Your instructions.
Look through the listing below and give the number of lines that hold "Lane". Say nothing more.

Given records.
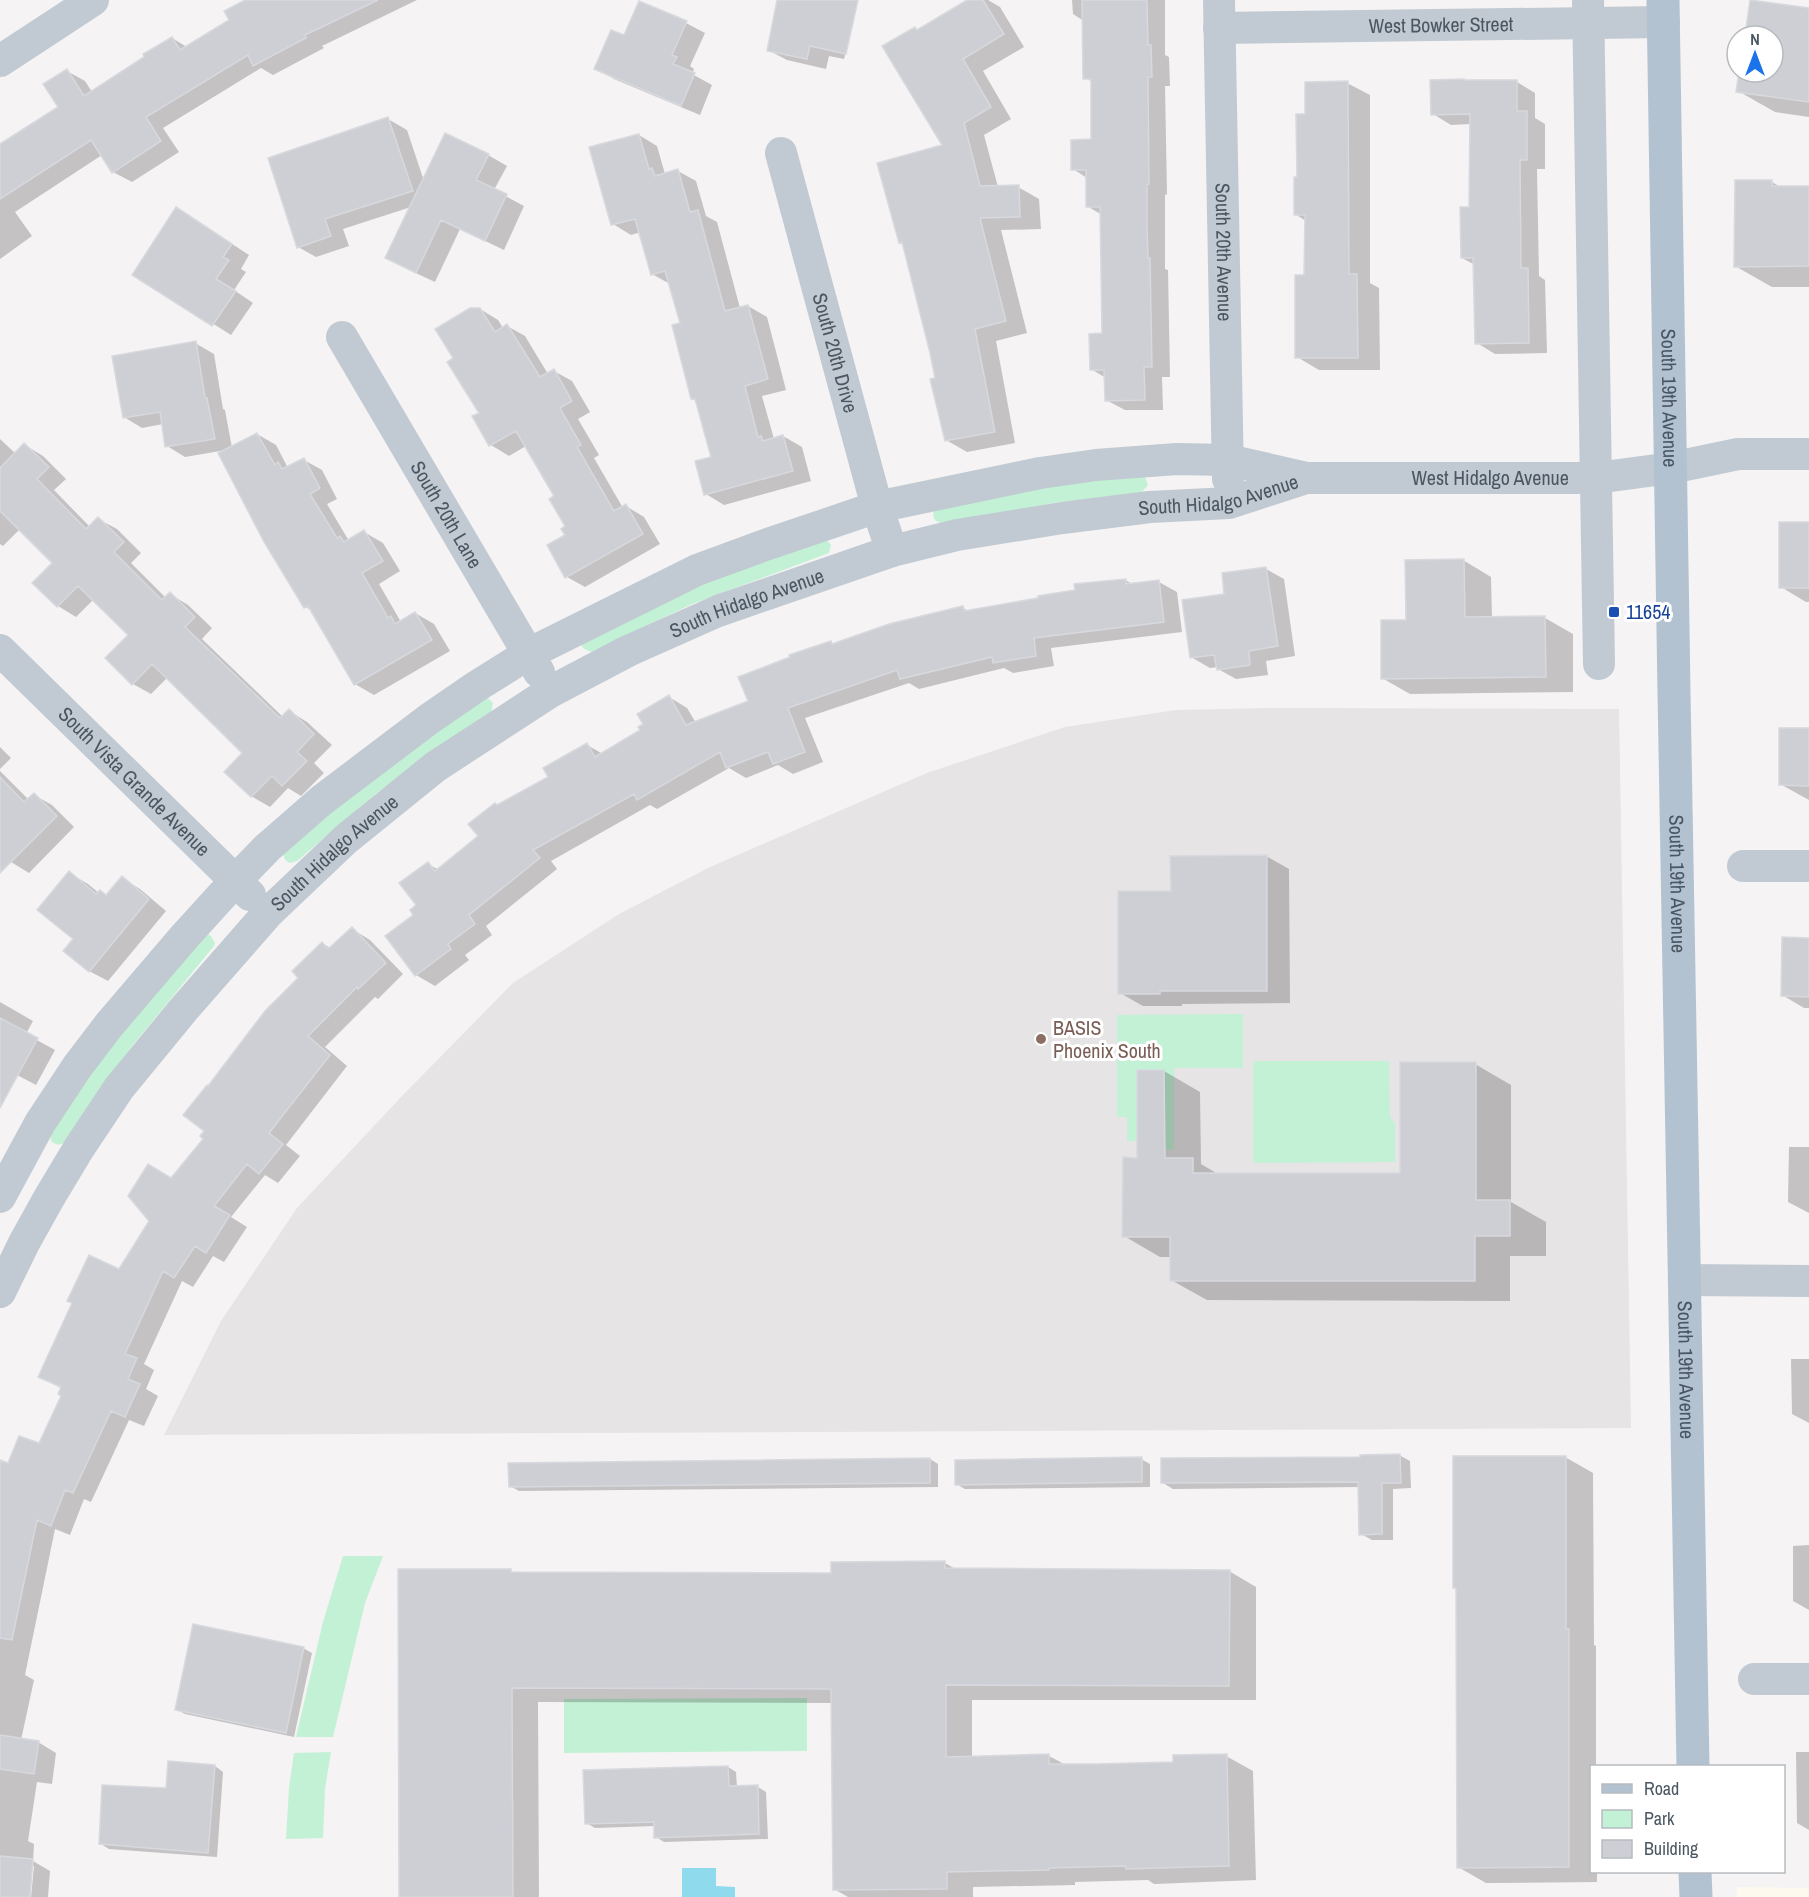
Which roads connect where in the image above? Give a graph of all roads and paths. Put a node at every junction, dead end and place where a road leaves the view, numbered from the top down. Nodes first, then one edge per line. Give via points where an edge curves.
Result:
1 (93, 0) edge
2 (1588, 11) edge
3 (1663, 11) edge
4 (1219, 14) edge
5 (0, 61) edge
6 (781, 153) dead end
7 (342, 337) dead end
8 (1809, 454) edge
9 (1228, 460) junction
10 (1671, 468) junction
11 (1307, 478) junction
12 (1596, 478) junction
13 (1229, 503) junction
14 (877, 507) junction
15 (892, 551) junction
16 (0, 650) edge
17 (528, 654) junction
18 (1599, 664) dead end
19 (550, 692) junction
20 (1743, 866) dead end
21 (1809, 866) edge
22 (236, 880) junction
23 (268, 913) junction
24 (4, 1181) edge
25 (50, 1198) junction
26 (1685, 1280) junction
27 (1809, 1281) edge
28 (0, 1292) edge
29 (1754, 1679) dead end
30 (1809, 1679) edge
31 (1693, 1765) edge
32 (1695, 1873) edge
33 (1696, 1897) edge

1 - 5 street
2 - 3 street, West Bowker Street
2 - 4 street, West Bowker Street
2 - 12 street
3 - 10 main road, South 19th Avenue
4 - 9 street, South 20th Avenue
6 - 14 street, South 20th Drive
7 - 17 street, South 20th Lane
8 - 10 street, West Hidalgo Avenue via 1738,454
9 - 11 street, South Hidalgo Avenue
9 - 13 street, South 20th Avenue
9 - 14 street, South Hidalgo Avenue via 1177,459 1051,471
10 - 12 street, West Hidalgo Avenue
10 - 26 main road, South 19th Avenue
11 - 12 street, West Hidalgo Avenue
11 - 13 street, South Hidalgo Avenue
12 - 18 street
13 - 15 street, South Hidalgo Avenue via 1150,507 1062,518 957,535
14 - 15 street, South 20th Drive
14 - 17 street, South Hidalgo Avenue via 697,570
15 - 19 street, South Hidalgo Avenue via 718,610
16 - 22 street, South Vista Grande Avenue
17 - 19 street, South 20th Lane
17 - 22 street, South Hidalgo Avenue via 429,719 322,800
19 - 23 street, South Hidalgo Avenue via 435,767 346,839
20 - 21 street
22 - 23 street, South Vista Grande Avenue
22 - 24 street, South Hidalgo Avenue via 102,1034
23 - 25 street, South Hidalgo Avenue via 119,1088
24 - 25 street
25 - 28 street, South Hidalgo Avenue
26 - 27 street
26 - 31 main road, South 19th Avenue
29 - 30 street
32 - 33 main road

Written response.
2